◆ Input material:
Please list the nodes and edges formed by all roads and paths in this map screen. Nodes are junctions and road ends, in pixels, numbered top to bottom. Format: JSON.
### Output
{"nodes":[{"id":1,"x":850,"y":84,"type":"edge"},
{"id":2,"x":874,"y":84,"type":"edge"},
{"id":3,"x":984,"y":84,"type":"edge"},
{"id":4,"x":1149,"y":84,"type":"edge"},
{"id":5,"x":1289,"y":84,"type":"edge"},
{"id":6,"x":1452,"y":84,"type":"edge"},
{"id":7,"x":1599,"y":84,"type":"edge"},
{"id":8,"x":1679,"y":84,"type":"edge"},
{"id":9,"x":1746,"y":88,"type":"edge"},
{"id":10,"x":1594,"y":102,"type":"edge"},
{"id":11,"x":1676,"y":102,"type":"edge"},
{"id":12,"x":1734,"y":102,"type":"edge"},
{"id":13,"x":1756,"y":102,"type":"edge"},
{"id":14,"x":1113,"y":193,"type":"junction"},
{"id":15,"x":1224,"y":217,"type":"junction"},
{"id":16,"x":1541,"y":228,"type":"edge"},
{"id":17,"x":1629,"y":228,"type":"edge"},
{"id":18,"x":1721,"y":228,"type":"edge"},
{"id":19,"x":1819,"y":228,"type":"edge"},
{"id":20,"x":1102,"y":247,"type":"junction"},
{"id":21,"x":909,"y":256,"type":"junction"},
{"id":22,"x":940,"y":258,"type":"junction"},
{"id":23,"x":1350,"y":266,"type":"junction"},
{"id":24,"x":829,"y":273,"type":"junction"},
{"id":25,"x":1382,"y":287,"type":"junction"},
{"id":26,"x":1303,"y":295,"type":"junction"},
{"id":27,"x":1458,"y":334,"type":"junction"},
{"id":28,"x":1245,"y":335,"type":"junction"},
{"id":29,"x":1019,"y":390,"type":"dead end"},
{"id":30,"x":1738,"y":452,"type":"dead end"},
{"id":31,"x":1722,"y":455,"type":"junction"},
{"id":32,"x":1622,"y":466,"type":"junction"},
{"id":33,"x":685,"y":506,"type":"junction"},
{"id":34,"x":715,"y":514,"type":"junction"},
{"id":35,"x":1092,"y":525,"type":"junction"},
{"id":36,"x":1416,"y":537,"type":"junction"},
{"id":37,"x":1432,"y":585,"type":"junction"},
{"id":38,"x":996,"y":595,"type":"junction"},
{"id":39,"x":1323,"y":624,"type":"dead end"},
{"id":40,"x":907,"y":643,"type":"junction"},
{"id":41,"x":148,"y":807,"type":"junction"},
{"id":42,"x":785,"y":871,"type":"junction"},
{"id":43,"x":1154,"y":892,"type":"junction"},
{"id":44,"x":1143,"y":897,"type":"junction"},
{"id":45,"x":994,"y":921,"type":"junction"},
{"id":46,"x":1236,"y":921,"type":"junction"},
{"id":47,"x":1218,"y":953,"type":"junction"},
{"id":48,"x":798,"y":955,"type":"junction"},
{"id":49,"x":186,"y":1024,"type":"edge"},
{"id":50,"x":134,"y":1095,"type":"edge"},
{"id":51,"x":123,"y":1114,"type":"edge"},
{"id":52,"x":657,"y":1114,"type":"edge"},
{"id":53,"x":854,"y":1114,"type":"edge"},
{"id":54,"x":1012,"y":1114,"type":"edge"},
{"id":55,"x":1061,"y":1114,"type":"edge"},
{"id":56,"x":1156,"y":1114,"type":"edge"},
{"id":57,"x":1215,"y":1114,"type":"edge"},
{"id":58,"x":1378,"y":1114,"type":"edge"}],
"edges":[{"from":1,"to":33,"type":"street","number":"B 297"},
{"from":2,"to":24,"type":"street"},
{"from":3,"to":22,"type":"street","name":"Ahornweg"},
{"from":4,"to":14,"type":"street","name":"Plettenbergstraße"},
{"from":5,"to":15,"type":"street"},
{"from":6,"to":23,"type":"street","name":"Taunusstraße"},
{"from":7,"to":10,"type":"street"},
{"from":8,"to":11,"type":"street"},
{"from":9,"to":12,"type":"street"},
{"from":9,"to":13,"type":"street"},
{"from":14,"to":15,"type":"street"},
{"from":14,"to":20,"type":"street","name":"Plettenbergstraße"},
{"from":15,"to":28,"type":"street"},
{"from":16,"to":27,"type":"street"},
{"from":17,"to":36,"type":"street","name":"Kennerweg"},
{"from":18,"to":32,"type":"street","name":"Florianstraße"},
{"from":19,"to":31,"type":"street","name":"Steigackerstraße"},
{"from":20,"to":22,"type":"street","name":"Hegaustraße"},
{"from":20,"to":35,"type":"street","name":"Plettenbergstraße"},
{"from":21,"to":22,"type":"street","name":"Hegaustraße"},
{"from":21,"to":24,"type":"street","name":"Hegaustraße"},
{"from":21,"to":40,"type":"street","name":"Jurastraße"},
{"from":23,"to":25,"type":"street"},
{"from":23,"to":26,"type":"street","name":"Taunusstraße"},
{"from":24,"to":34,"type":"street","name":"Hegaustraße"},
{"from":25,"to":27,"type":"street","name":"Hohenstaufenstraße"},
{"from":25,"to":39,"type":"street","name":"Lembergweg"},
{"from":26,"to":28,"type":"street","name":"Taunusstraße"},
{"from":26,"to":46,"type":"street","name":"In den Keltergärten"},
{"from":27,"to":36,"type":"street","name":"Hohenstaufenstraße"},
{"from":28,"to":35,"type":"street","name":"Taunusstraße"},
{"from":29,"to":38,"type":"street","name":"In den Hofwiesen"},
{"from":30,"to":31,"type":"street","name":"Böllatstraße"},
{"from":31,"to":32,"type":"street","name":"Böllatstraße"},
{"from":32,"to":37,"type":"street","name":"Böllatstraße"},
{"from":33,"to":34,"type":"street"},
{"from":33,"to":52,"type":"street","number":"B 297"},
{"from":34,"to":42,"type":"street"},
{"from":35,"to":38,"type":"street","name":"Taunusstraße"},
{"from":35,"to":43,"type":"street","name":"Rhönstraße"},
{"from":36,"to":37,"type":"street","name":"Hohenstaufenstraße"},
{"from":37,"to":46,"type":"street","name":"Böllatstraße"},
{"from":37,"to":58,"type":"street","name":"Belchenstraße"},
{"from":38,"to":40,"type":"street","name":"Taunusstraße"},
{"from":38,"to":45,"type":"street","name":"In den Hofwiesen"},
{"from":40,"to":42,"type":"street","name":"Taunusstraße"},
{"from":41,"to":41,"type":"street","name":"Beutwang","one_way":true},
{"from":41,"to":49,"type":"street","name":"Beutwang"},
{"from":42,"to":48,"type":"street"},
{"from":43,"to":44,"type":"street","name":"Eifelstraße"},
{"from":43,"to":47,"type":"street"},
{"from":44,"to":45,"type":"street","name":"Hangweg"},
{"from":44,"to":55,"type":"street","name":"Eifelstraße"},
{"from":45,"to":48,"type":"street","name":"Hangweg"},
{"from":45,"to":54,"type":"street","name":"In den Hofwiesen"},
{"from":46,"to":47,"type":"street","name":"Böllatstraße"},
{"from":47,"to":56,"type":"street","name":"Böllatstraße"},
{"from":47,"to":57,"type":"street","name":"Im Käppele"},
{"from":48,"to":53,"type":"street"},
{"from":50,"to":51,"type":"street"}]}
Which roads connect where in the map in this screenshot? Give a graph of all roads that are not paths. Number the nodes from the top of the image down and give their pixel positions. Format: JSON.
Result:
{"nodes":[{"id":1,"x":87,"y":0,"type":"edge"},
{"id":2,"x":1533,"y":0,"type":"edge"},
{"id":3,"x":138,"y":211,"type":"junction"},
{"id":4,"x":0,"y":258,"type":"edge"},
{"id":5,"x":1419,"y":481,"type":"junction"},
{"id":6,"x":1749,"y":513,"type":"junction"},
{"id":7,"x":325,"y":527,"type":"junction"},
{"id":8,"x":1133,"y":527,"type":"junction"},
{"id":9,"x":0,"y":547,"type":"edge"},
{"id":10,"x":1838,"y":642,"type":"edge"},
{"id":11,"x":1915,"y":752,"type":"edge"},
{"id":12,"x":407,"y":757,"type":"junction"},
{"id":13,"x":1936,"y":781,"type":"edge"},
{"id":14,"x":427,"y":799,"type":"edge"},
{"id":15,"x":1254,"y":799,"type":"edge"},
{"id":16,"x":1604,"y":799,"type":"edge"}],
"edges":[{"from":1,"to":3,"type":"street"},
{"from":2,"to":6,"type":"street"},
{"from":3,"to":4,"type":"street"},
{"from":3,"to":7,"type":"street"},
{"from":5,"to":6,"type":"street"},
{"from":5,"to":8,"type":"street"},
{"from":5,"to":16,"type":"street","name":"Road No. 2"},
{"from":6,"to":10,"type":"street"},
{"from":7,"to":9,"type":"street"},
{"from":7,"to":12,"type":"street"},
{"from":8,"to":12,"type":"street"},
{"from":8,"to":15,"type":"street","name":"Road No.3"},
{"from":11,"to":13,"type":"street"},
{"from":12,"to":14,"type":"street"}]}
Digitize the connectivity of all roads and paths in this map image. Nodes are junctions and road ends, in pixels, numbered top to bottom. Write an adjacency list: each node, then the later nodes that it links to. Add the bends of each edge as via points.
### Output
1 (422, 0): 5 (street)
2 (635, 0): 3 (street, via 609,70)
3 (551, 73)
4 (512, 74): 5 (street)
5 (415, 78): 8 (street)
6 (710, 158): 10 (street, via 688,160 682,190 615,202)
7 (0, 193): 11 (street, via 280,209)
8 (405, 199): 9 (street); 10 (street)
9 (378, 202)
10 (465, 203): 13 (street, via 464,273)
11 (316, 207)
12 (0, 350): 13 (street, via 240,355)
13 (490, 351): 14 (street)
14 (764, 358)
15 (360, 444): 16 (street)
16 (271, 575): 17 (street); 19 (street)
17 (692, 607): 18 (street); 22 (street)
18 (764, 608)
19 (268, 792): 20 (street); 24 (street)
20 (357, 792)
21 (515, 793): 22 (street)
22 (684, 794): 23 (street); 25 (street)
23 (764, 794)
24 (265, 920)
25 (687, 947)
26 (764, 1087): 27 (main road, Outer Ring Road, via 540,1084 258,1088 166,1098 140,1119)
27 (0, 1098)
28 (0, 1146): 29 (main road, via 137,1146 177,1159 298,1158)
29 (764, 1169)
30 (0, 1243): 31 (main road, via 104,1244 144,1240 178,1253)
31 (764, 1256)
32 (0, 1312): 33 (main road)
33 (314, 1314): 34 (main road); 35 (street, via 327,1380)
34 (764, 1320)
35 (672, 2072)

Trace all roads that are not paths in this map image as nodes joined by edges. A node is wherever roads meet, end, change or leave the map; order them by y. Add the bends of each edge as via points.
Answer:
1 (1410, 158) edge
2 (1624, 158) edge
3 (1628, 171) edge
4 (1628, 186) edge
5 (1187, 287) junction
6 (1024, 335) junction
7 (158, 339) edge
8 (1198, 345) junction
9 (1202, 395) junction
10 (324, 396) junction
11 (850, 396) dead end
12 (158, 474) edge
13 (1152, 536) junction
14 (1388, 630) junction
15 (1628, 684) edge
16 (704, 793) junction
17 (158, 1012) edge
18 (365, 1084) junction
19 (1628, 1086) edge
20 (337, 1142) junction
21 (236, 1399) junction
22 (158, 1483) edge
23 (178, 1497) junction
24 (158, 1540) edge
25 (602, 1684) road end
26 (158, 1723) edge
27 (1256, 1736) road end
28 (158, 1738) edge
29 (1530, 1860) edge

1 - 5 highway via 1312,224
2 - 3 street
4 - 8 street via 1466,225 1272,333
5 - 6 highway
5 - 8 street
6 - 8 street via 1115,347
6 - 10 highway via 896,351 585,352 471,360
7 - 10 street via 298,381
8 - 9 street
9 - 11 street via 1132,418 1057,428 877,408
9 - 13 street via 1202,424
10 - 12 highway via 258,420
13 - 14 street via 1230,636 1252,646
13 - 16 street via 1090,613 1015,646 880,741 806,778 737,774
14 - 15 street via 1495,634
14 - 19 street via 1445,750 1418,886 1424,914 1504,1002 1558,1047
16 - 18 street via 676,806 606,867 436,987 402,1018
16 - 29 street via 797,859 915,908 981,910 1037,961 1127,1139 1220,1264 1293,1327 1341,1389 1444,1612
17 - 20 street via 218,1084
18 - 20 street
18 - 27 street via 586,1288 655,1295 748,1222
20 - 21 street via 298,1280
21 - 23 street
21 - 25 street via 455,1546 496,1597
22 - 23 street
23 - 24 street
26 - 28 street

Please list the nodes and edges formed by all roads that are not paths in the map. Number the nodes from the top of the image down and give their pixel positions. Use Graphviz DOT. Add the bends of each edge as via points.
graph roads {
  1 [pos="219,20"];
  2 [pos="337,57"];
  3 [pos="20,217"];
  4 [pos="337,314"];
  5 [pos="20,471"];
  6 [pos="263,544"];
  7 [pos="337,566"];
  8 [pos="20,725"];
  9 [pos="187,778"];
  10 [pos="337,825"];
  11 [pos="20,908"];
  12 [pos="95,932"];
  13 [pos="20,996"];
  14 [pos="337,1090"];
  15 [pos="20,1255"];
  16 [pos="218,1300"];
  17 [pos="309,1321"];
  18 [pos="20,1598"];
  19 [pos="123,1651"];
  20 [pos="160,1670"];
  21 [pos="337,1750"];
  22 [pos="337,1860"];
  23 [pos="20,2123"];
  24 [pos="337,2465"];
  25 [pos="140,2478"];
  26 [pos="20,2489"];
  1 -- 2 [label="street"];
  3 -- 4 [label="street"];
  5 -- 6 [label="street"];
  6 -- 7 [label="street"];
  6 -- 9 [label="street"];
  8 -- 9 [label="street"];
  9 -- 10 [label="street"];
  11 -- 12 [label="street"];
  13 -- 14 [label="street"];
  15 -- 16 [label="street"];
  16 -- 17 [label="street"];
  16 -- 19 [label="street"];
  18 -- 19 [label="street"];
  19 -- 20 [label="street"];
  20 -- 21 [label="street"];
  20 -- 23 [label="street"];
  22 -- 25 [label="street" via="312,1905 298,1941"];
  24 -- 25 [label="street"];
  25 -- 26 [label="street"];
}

◆ What to do: Copy the lines of the entries above that mention "give".

◆ Response to the task:
Which roads connect where in the map in this screenshot? Give a graph of all roads that are not paths. Number the nodes from the top of the image down and give their pixel positions. Format: JSON.
Please list the nodes and edges formed by all roads that are not paths in the map. Number the nodes from the top of the image down and give their pixel positions. Use Graphviz DOT. Add the bends of each edge as via points.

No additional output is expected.